=== EXERCISE MATERIAL ===

________________________________________

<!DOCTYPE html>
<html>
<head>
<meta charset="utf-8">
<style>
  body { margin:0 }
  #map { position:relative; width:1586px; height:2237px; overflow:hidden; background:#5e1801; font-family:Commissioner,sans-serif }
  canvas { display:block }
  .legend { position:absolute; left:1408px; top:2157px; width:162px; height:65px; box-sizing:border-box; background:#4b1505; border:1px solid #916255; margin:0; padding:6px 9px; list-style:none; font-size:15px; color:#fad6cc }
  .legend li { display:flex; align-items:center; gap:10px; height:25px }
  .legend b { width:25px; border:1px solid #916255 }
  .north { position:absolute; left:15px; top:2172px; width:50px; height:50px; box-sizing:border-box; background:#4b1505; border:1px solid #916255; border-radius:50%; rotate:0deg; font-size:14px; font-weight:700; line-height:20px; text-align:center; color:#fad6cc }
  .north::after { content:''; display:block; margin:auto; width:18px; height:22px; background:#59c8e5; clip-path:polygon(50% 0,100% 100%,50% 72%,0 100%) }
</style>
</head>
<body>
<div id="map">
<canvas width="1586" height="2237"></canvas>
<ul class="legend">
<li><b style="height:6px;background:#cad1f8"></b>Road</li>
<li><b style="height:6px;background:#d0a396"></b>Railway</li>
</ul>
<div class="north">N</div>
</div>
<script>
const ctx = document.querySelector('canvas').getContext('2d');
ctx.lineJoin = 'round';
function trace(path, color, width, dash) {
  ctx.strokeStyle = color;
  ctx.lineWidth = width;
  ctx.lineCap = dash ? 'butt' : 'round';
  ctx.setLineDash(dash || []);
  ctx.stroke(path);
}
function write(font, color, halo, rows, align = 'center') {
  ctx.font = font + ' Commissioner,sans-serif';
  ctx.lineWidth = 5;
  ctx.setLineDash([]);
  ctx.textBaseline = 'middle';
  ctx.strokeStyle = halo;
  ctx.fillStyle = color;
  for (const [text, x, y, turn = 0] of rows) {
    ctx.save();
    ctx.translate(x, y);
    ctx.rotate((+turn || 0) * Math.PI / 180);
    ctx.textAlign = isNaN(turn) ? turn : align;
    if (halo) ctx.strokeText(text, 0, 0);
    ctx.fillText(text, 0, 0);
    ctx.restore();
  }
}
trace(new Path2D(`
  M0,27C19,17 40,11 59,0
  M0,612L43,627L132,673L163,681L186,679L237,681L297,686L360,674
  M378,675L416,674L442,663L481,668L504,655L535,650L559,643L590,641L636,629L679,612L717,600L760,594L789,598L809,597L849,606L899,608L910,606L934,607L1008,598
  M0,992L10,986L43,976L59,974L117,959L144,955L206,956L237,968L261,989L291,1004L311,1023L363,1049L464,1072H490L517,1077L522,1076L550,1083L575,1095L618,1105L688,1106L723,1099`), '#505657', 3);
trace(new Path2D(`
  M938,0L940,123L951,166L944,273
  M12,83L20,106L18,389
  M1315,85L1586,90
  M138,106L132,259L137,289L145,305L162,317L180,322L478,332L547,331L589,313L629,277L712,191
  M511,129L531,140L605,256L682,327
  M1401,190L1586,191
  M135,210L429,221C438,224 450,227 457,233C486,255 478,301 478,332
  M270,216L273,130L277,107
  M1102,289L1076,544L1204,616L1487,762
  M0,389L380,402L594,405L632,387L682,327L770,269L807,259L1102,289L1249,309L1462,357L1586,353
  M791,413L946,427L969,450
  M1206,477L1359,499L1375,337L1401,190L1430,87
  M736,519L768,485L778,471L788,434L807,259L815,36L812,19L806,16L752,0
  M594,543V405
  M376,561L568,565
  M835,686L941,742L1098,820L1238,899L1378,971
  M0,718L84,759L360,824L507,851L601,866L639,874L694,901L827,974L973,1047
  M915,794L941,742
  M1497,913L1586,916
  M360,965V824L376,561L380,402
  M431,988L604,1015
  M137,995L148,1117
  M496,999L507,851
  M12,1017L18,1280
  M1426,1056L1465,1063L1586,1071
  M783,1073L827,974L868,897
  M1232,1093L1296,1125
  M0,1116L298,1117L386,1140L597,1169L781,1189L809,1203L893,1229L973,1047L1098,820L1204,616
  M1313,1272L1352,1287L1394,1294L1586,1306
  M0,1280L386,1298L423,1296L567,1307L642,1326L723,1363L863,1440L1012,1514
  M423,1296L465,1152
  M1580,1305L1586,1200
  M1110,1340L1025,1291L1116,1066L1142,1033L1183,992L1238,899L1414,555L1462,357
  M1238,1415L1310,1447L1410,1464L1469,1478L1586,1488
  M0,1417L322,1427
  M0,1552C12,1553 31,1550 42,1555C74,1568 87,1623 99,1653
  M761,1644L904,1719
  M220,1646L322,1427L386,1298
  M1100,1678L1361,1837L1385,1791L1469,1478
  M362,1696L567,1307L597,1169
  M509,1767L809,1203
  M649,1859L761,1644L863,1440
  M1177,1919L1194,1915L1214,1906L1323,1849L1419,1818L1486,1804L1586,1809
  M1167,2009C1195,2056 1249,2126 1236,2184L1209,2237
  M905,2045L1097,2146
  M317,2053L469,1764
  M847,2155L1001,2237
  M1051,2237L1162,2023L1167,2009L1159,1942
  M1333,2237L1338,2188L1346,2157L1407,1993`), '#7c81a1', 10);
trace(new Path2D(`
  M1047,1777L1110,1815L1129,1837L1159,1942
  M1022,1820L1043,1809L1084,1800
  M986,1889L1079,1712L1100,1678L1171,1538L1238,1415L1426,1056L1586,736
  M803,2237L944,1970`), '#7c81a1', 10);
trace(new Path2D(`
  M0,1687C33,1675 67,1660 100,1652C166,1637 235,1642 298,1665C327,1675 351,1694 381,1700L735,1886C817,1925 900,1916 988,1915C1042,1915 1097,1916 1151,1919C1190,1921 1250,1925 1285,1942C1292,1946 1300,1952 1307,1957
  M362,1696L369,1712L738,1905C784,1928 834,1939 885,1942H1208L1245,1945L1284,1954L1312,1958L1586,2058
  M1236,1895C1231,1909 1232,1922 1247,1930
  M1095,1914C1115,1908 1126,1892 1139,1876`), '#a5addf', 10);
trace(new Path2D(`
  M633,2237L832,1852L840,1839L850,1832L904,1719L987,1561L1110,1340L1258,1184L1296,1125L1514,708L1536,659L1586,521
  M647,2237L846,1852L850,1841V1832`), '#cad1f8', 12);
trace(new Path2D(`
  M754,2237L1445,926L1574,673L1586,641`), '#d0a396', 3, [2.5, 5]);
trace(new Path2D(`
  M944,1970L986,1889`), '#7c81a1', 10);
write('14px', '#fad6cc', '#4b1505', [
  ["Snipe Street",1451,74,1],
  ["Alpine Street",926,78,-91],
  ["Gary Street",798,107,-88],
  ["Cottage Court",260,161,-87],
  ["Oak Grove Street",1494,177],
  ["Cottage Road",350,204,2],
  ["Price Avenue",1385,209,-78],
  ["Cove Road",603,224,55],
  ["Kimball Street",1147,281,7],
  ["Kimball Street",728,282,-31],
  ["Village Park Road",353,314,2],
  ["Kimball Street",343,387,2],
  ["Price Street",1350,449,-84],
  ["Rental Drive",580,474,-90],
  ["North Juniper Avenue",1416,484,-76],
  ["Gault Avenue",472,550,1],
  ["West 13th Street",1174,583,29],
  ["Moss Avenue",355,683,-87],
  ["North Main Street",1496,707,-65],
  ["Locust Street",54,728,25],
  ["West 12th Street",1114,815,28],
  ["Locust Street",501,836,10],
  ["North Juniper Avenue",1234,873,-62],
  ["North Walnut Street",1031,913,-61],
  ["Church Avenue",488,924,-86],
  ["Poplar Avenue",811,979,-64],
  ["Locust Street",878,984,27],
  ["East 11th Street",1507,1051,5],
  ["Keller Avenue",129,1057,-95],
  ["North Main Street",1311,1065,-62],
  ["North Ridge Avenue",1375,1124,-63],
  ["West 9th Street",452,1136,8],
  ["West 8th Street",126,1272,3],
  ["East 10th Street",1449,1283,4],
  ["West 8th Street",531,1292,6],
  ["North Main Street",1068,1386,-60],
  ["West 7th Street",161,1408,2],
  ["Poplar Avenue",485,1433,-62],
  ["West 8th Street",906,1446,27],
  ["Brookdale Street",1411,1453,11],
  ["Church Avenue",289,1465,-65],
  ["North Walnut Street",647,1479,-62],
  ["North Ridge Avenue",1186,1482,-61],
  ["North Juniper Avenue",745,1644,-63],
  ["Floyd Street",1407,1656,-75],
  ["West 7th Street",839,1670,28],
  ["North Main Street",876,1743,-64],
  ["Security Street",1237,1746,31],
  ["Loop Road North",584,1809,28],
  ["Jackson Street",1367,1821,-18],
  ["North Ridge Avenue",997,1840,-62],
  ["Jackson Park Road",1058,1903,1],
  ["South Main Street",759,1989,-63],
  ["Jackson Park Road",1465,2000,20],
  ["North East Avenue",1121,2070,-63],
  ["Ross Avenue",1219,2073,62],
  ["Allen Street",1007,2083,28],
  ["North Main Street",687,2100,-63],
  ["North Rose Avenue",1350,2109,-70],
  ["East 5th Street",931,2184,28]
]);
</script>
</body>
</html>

________________________________________

=== REQUIREMENT ===
Only lines holding the word "display" are wanted; list them all from the material.

=== RESULT FOR THIS TASK ===
  canvas { display:block }
  .legend li { display:flex; align-items:center; gap:10px; height:25px }
  .north::after { content:''; display:block; margin:auto; width:18px; height:22px; background:#59c8e5; clip-path:polygon(50% 0,100% 100%,50% 72%,0 100%) }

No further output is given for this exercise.